▶ **Activity**:
Go through the lines below and copy each one that holds the string "LIMA".

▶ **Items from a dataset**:

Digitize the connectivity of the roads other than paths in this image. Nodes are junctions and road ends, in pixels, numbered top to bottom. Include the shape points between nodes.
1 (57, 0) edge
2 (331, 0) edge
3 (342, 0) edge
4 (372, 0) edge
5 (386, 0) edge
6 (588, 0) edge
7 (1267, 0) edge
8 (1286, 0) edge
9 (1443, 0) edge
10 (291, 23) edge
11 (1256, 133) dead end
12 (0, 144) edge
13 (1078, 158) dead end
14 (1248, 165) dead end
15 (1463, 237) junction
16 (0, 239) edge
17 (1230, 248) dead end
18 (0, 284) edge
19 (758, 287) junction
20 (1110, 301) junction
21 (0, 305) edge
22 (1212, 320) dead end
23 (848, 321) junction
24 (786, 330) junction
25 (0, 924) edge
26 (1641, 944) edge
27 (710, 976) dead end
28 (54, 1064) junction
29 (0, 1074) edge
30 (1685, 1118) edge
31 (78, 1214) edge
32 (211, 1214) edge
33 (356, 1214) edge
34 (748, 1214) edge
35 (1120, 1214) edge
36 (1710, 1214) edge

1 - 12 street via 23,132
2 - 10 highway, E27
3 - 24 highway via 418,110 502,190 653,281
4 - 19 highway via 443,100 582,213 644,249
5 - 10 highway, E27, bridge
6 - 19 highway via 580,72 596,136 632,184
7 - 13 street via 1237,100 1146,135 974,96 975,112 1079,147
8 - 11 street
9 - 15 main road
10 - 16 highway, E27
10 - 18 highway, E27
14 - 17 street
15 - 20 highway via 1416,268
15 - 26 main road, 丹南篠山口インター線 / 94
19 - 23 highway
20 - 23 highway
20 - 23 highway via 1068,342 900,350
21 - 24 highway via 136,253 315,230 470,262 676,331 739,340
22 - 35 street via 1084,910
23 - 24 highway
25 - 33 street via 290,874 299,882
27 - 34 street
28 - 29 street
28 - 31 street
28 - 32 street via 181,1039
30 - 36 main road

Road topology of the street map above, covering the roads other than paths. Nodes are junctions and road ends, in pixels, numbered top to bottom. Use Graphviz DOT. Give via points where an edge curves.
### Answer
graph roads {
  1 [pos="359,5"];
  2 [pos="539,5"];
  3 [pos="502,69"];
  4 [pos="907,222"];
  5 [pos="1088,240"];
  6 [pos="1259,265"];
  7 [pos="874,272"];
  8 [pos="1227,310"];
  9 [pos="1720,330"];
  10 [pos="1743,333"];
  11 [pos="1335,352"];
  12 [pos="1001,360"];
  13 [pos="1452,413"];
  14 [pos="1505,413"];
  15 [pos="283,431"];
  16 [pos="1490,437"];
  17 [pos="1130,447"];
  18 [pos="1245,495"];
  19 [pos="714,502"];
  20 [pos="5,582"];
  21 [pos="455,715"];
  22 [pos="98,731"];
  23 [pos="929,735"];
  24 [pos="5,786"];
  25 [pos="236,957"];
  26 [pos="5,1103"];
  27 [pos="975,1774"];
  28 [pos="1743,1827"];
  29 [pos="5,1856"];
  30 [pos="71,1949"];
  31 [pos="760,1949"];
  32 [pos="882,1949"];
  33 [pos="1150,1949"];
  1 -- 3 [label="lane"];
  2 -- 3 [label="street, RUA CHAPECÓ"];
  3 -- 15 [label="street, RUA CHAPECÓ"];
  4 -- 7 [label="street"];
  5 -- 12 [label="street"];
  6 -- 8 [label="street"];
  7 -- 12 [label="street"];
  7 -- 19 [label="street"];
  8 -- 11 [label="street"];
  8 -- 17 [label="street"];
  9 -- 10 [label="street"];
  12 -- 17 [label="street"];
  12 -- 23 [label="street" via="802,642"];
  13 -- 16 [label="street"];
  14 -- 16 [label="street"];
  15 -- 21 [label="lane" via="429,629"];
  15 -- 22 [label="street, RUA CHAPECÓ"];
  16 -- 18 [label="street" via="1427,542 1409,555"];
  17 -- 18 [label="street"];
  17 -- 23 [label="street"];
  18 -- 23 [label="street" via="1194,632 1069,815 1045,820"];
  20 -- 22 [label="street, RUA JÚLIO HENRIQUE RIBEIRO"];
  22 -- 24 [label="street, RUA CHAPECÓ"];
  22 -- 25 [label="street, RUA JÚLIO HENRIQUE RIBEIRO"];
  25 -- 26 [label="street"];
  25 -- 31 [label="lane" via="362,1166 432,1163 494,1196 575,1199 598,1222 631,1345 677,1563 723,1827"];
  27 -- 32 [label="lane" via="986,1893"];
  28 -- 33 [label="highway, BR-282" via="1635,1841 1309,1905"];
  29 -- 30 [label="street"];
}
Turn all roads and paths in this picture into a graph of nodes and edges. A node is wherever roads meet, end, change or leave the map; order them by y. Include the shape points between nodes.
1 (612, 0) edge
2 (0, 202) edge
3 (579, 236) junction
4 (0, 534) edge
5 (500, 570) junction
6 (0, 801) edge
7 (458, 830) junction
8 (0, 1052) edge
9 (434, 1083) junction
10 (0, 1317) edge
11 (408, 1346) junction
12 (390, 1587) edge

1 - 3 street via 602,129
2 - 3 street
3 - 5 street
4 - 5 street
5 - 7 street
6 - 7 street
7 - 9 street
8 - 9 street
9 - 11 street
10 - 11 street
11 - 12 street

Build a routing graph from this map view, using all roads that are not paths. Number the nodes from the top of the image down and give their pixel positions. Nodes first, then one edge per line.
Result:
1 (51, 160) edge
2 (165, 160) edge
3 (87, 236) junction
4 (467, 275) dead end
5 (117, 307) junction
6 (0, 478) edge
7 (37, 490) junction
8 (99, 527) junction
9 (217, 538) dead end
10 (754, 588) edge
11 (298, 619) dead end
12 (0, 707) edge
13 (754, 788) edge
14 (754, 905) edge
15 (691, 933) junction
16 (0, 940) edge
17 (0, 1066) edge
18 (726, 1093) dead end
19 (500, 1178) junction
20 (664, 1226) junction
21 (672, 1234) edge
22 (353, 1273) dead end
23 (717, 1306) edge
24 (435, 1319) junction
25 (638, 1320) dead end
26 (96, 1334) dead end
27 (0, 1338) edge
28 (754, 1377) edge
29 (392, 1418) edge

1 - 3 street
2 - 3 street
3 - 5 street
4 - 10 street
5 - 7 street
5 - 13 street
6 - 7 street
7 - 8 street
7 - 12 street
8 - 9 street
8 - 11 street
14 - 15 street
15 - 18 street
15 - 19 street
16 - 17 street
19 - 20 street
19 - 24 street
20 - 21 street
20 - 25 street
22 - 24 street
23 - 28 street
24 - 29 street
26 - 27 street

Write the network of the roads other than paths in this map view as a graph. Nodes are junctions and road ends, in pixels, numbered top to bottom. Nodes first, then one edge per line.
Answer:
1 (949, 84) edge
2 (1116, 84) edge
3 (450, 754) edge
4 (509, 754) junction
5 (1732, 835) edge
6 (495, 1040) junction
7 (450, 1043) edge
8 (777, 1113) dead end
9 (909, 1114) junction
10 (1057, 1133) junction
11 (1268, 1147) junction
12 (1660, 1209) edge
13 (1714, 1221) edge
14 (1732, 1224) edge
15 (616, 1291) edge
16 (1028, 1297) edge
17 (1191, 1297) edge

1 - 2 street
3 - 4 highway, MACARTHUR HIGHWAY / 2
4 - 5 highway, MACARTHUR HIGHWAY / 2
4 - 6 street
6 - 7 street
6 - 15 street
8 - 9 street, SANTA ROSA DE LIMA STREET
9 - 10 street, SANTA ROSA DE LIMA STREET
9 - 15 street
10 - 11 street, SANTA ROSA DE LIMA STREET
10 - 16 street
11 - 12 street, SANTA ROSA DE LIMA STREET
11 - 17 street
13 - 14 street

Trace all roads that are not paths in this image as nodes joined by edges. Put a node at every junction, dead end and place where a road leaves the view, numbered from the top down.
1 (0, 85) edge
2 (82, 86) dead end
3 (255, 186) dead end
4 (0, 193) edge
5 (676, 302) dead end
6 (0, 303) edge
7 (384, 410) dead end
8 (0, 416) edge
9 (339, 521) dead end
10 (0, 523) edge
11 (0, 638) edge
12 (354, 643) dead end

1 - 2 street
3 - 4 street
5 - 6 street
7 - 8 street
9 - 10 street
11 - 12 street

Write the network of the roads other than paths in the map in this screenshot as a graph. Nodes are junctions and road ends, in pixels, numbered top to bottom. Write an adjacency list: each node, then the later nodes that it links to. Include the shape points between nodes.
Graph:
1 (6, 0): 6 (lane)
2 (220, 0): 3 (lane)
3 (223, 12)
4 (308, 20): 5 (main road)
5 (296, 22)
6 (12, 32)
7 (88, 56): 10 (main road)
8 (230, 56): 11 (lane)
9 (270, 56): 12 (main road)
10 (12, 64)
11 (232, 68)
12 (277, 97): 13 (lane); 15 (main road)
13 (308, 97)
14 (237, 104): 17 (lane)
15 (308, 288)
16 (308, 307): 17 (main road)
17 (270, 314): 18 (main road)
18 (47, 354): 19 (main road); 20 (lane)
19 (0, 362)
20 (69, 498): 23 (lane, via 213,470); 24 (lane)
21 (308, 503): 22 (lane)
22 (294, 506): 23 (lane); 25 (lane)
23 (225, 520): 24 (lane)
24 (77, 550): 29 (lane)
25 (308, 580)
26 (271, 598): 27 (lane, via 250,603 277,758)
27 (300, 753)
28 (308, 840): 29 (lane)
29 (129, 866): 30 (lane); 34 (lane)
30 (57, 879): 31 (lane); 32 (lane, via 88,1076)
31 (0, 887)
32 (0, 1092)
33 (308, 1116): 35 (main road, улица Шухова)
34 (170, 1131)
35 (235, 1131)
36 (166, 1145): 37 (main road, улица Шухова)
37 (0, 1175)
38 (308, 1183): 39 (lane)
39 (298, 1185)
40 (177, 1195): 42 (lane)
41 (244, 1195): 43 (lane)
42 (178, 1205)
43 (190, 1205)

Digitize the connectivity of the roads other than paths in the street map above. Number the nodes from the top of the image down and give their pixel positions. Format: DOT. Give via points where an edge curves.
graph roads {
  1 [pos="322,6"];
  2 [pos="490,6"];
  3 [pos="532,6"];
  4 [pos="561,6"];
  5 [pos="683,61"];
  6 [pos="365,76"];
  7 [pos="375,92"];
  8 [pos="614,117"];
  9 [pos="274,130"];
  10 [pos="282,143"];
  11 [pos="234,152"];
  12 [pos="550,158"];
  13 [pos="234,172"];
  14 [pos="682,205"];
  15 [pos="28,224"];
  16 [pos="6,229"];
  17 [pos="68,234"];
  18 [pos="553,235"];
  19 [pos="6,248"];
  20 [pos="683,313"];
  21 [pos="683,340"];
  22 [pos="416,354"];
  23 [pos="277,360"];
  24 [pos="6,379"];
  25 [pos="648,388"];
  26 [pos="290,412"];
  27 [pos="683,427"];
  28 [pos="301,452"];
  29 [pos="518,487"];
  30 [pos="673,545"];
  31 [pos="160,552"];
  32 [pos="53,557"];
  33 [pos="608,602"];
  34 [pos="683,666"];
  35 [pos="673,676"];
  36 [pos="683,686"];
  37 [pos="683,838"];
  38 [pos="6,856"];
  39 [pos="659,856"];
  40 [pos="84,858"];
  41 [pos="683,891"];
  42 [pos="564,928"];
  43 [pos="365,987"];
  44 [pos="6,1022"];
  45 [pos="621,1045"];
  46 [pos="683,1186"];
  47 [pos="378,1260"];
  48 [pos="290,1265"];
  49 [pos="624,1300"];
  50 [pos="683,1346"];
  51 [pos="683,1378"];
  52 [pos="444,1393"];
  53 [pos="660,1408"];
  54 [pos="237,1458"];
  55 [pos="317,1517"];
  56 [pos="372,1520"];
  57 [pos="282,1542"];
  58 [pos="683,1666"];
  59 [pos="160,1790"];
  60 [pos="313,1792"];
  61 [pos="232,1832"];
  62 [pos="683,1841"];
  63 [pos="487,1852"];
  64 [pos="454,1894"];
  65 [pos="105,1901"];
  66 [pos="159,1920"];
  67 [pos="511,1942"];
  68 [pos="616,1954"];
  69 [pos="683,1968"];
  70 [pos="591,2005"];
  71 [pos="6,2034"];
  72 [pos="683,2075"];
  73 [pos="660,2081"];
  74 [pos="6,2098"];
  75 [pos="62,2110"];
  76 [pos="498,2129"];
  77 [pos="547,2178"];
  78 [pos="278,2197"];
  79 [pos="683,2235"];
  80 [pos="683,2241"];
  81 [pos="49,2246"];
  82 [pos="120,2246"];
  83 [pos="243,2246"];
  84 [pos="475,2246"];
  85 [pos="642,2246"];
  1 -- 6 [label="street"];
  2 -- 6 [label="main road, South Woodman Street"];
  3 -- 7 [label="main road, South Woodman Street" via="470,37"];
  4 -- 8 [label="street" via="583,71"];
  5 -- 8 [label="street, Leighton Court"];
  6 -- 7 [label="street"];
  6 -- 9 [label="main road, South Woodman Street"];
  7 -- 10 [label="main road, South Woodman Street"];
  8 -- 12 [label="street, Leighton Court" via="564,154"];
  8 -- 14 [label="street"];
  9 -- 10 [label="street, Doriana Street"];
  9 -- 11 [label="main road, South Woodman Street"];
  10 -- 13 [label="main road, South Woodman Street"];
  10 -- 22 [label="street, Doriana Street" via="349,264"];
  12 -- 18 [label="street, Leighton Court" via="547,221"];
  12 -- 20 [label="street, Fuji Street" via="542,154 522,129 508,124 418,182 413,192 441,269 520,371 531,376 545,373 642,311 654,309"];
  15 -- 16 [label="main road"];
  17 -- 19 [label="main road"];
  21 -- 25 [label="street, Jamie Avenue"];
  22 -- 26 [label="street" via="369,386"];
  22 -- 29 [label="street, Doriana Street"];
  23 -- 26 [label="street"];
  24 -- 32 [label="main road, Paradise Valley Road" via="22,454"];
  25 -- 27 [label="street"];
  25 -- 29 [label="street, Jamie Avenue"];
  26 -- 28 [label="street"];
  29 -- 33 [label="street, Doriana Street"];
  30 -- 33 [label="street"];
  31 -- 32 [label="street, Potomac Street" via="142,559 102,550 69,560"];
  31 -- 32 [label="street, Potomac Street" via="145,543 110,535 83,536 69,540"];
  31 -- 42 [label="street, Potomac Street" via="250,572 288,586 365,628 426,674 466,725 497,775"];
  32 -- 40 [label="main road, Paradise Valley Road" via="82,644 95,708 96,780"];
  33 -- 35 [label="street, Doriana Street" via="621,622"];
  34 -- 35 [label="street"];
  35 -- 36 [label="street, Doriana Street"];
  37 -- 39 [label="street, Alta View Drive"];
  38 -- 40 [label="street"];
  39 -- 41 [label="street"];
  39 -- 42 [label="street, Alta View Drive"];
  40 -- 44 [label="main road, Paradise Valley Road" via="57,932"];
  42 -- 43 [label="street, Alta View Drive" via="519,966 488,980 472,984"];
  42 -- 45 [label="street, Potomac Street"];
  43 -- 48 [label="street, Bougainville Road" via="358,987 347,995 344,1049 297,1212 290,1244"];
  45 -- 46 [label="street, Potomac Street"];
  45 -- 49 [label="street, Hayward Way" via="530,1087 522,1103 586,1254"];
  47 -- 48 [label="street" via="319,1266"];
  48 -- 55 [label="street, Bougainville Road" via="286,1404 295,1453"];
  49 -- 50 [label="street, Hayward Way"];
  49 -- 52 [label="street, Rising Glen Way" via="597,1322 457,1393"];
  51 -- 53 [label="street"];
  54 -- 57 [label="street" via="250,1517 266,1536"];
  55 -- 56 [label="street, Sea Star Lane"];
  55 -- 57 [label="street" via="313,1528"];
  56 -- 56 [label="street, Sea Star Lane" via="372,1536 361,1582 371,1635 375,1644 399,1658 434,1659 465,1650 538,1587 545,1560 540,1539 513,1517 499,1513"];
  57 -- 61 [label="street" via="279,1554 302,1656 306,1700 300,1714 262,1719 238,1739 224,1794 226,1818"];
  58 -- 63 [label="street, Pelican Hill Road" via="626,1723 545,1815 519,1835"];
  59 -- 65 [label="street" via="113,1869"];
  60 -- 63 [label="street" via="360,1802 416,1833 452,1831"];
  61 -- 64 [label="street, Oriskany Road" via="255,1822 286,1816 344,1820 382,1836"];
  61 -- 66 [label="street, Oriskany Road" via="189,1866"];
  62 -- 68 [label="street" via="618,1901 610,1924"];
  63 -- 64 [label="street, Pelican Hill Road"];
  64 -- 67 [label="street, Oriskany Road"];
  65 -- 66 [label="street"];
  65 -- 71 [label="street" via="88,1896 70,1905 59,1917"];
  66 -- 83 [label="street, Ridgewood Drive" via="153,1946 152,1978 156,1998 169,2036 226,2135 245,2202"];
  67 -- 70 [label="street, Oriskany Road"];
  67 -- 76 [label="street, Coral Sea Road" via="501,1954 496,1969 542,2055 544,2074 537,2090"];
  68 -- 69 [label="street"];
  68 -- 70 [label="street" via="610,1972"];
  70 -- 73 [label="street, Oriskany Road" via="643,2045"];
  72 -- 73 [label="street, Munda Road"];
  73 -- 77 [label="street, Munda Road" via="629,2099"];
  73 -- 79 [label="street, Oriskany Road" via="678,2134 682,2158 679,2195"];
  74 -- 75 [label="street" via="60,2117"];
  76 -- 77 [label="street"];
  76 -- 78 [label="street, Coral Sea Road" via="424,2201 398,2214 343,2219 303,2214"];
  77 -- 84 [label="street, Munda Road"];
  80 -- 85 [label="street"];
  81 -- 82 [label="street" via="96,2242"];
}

▶ **Worked solution**:
8 - 9 street, SANTA ROSA DE LIMA STREET
9 - 10 street, SANTA ROSA DE LIMA STREET
10 - 11 street, SANTA ROSA DE LIMA STREET
11 - 12 street, SANTA ROSA DE LIMA STREET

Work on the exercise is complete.